Every line of the records below that holds the word "Turn" belongs in the answer.

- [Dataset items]
○ ○ ○ ○ ○

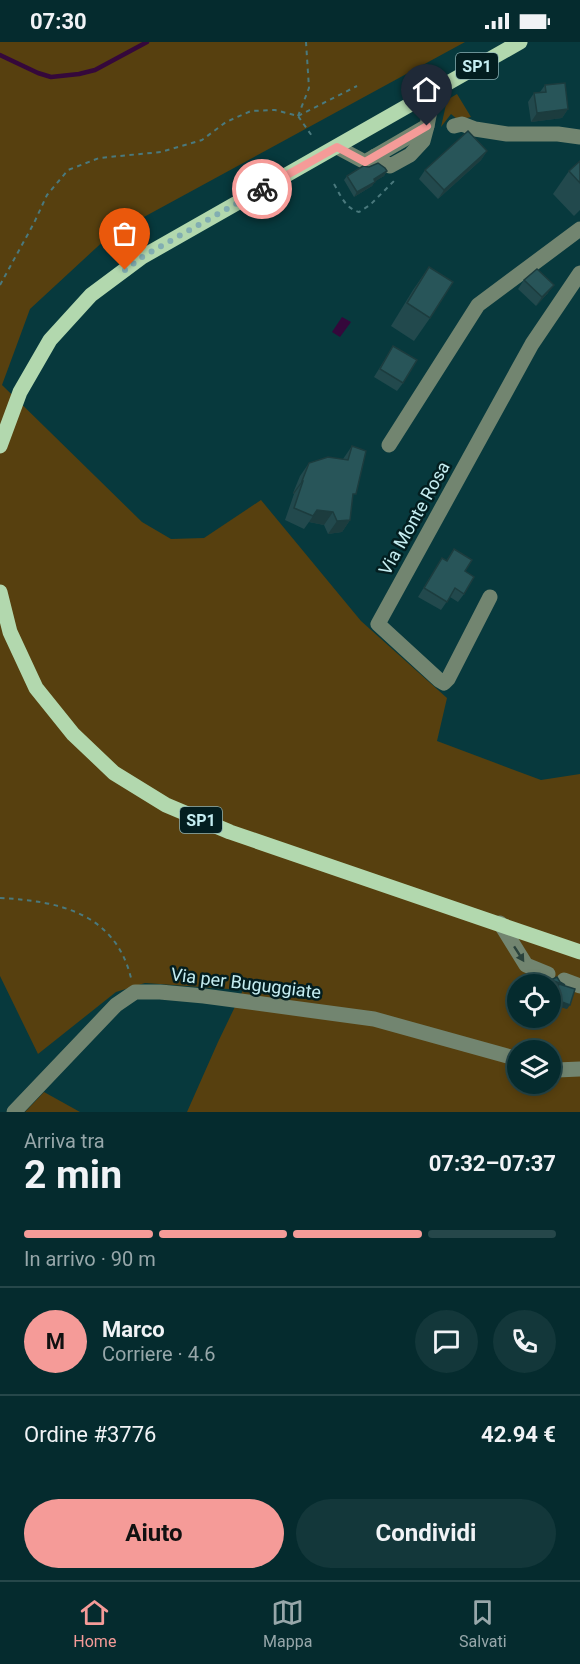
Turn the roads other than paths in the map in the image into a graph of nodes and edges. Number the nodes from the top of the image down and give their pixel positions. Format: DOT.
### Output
graph roads {
  1 [pos="520,42"];
  2 [pos="434,90"];
  3 [pos="454,126"];
  4 [pos="580,137"];
  5 [pos="337,147"];
  6 [pos="580,229"];
  7 [pos="580,273"];
  8 [pos="389,445"];
  9 [pos="0,446"];
  10 [pos="0,592"];
  11 [pos="490,597"];
  12 [pos="500,924"];
  13 [pos="580,952"];
  14 [pos="548,974"];
  15 [pos="564,980"];
  16 [pos="580,986"];
  17 [pos="507,1056"];
  18 [pos="580,1068"];
  19 [pos="561,1069"];
  20 [pos="14,1112"];
  1 -- 2 [label="main road, SP1"];
  2 -- 5 [label="main road, SP1"];
  2 -- 5 [label="street"];
  3 -- 4 [label="street"];
  5 -- 9 [label="main road, SP1"];
  6 -- 8 [label="street"];
  7 -- 11 [label="street, Via Monte Rosa"];
  10 -- 12 [label="main road, SP1"];
  12 -- 13 [label="main road, SP1"];
  12 -- 14 [label="street, one-way"];
  15 -- 16 [label="street"];
  17 -- 20 [label="street, Via per Buguggiate"];
  18 -- 19 [label="street"];
}
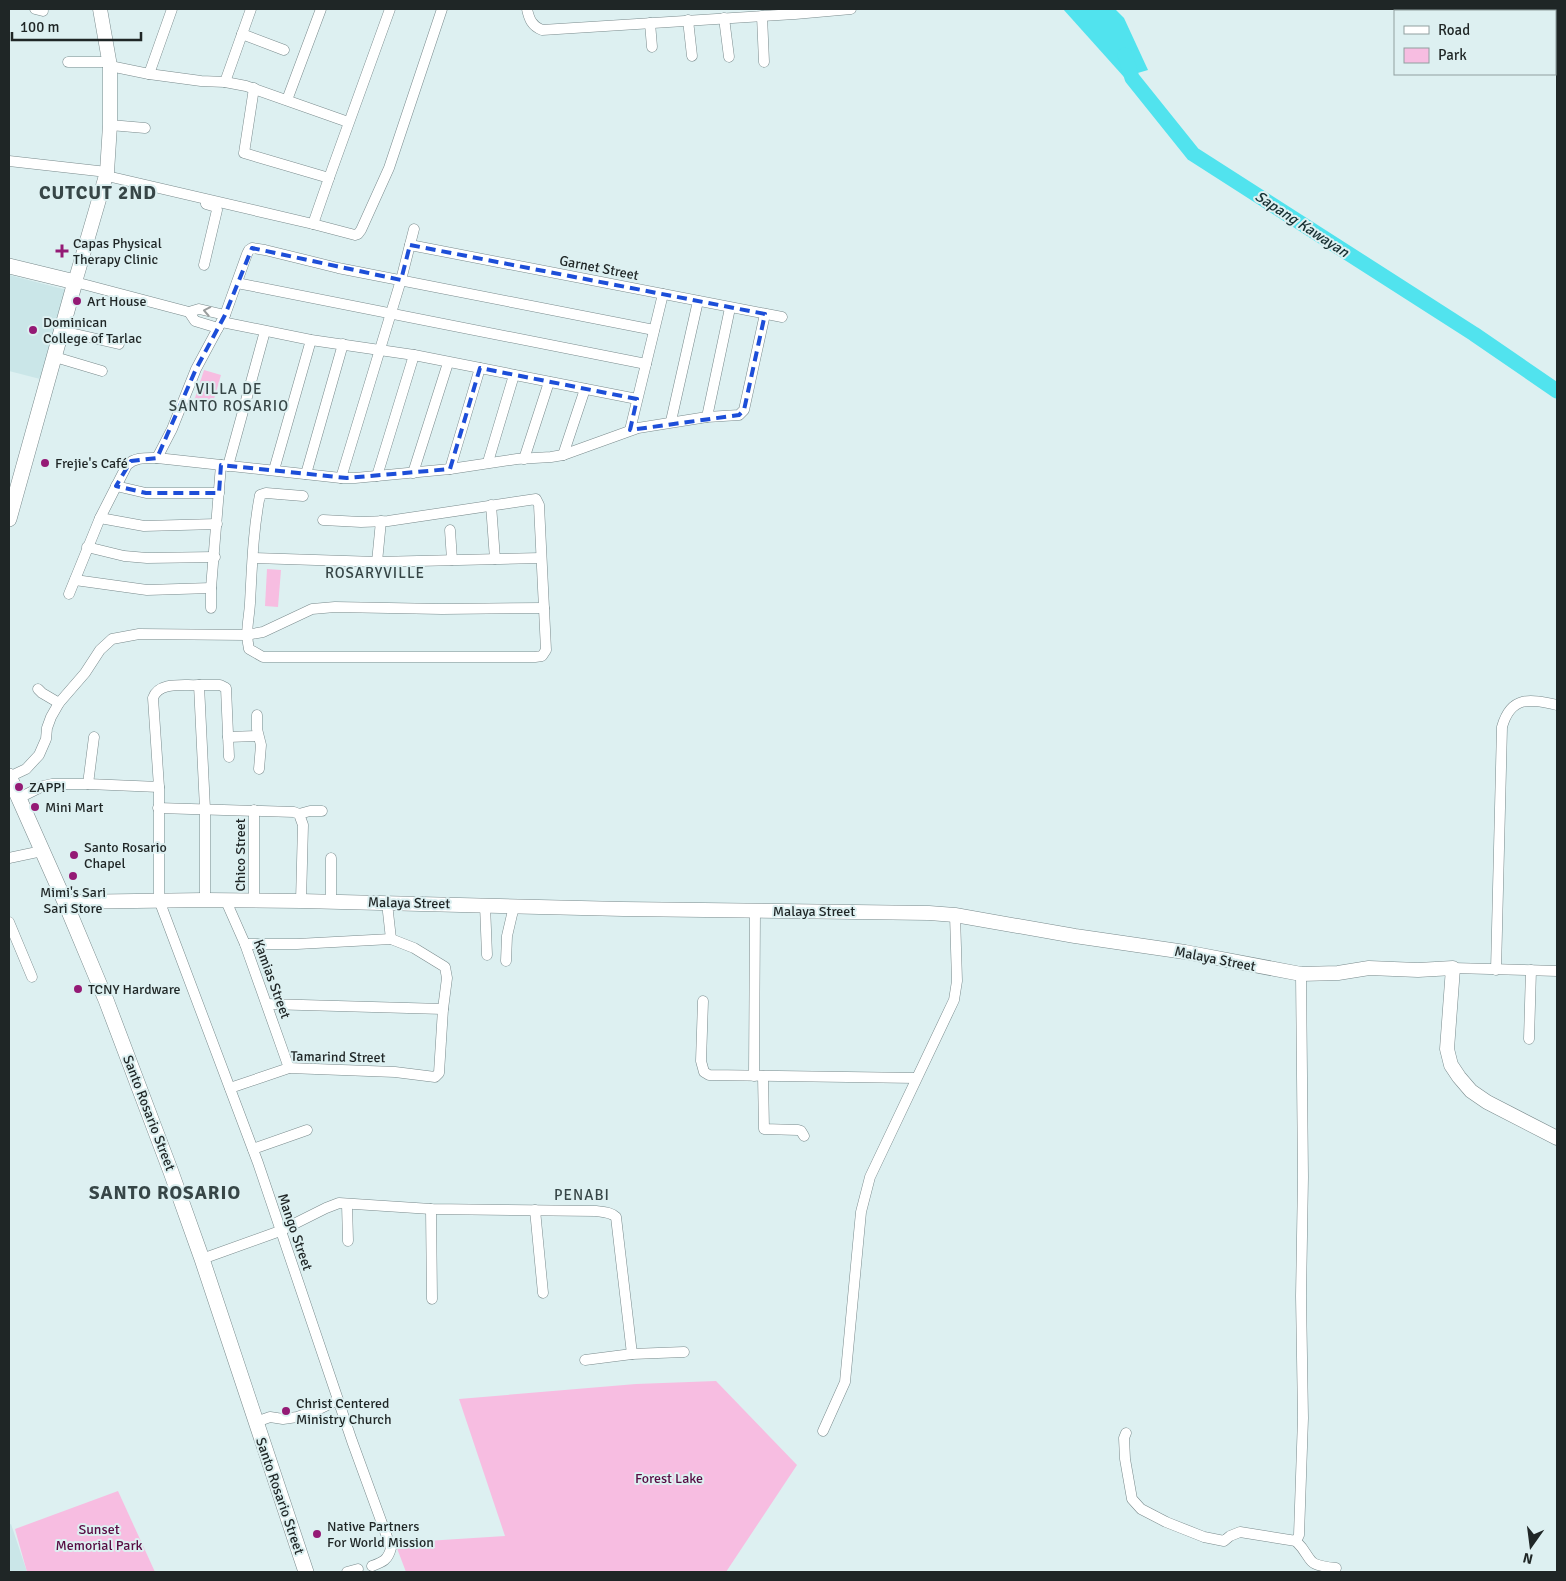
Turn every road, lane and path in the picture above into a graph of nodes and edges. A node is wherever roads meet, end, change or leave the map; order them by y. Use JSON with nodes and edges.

○ ○ ○ ○ ○

- [PROBLEM SOLUTION]
Turn the roads other than paths in the map in the image into a graph of nodes and edges. Number the nodes from the top of the image down and give their pixel positions. Format: DOT.
Turn every road, lane and path in the picture above into a graph of nodes and edges. A node is wherever roads meet, end, change or leave the map; order them by y. Use JSON with nodes and edges.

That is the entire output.